Coronary slow-flow phenomenon was identified as an exclusive clinical entity in 1972 (1) where the distal opacification of the coronary artery is delayed on angiography in the absence of significant coronary artery disease.
Coronary slow flow phenomenon needs to be differentiated from slow-flow resulting from percutaneous coronary intervention.
Moreover, the clinical profile and presentation of CSFP differs from syndrome X and is also different from coronary slow flow secondary to coronary ectasia or spasm, ventricular dysfunction, valvular heart disease and connective tissue disorders.
Incidence of coronary slow-flow is reported to be 1-7% of all coronary angiograms.
I - Diagnosis
The exact pathogenesis of CSFP is still not clear and is probably multi factorial. Functional and morphological abnormalities in the microvasculature, endothelial dysfunction, raised inflammatory markers, occult atherosclerosis and anatomical factors of epicardial arteries have all been implicated (2).

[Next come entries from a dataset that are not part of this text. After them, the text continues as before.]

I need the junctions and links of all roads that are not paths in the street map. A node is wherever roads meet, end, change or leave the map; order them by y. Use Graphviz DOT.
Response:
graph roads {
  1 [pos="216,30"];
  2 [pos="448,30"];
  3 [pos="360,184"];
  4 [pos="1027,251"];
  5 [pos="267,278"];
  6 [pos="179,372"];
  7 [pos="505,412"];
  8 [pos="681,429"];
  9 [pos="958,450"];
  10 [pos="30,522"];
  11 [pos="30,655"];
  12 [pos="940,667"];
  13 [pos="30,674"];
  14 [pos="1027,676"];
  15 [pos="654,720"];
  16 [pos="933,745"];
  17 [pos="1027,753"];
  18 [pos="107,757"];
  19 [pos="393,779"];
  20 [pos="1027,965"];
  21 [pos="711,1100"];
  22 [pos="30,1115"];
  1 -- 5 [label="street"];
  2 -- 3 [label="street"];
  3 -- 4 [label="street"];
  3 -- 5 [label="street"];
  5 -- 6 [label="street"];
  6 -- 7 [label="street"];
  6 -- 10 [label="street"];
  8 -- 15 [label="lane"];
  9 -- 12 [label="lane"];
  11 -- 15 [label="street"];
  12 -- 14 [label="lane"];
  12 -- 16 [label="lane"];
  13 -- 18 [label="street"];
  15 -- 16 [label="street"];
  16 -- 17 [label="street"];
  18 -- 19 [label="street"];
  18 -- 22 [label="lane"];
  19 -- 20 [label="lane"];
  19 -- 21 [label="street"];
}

The diagnosis of the CSFP can be made on the basis of the TIMI flow grade or TIMI frame count (3). TIMI-2 flow grade (ie requiring ≥ 3 beats to opacify the vessel) or a corrected TIMI frame count > 27 frames have been frequently used. The later is based upon images acquired at 30 frames/second and a correction factor of 1.7 for the LAD (4).
Patients with CSFP often present with chest pain and ECG changes. A significant proportion of them present to the emergency department with features of an acute coronary syndrome (5) and may have troponin elevations.
There are case reports of abnormal QT dispersion and ventricular arrhythmias (6).
Affected patients are usually young male smokers.
II - Treatment
Treatment modalities for CSFP are not well established.
The T -type calcium channel blocker mibefradil was evaluated and was found to improve both clinical as well as angiographic outcomes (7). However, due to its many drug to drug interactions, mibefradil is currently not in use. The data on conventional L-type calcium channel blockers use is scarce. Nitroglycerine is of limited value.
In an observational study, Kurtoglu et al found dypiridamole to be useful in the management of CSFP, with symptomatic as well as angiographic improvement (8). Statins with their pleiotropic effects on the vascular function have shown benefit in the treatment of CSFP (9).
Nitric oxide potentiating β-blocker nebivolol improved flow mediated dilatation of brachial artery and controlled chest pain in a study conducted by Albayrak et al (10).
III - Prognosis
Coronary slow-flow phenomenon usually has a benign long term outcome but may be associated with relapses. Occasional ventricular arrhythmias and even sudden cardiac death have been reported.
Figure 1: Measurement of coronary flow by CTFC. The speed with which the dye reaches the distal 'pitchfork' bifurcation of LAD from the ostium is measured in frame counts. Normal count is 21 +- 3. A correction factor of 1.7 is used for LAD.
Figure 2: In RCA the flow is measured from ostium to origin of first posterolateral branch. In LCX the flow is measured from ostium to most distal branch of last OM.
IV - Our Experience
We compared 20 patients diagnosed with CSFP with an equal number of age and sex-matched patients from the same study period, diagnosed as having normal epicardial coronaries and coronary flow. Both groups were similar with respect to smoking status, physical activity, presence of hypertension and diabetes mellitus.
The CSFP group had a higher prevalence of high LDL cholesterol levels (89+ _10.2 Vs 110+_17.5, 'p'< 0.05).
The commonest presentation of CSFP was ACS (65%) requiring hospitalisation;
Fifty-five per cent had ST-T changes on ECG, 15% had +ve Troponins and all patients were managed conservatively. There was no mortality. We concluded that CSFP contributes to significant morbidity with most patients presenting as ACS (11).
Coronary slow flow phenomenon is not an infrequent angiographic finding and contributes to morbidity. Statins and nebivolol show promise for its management but large randomised controlled trials are required for more evidence.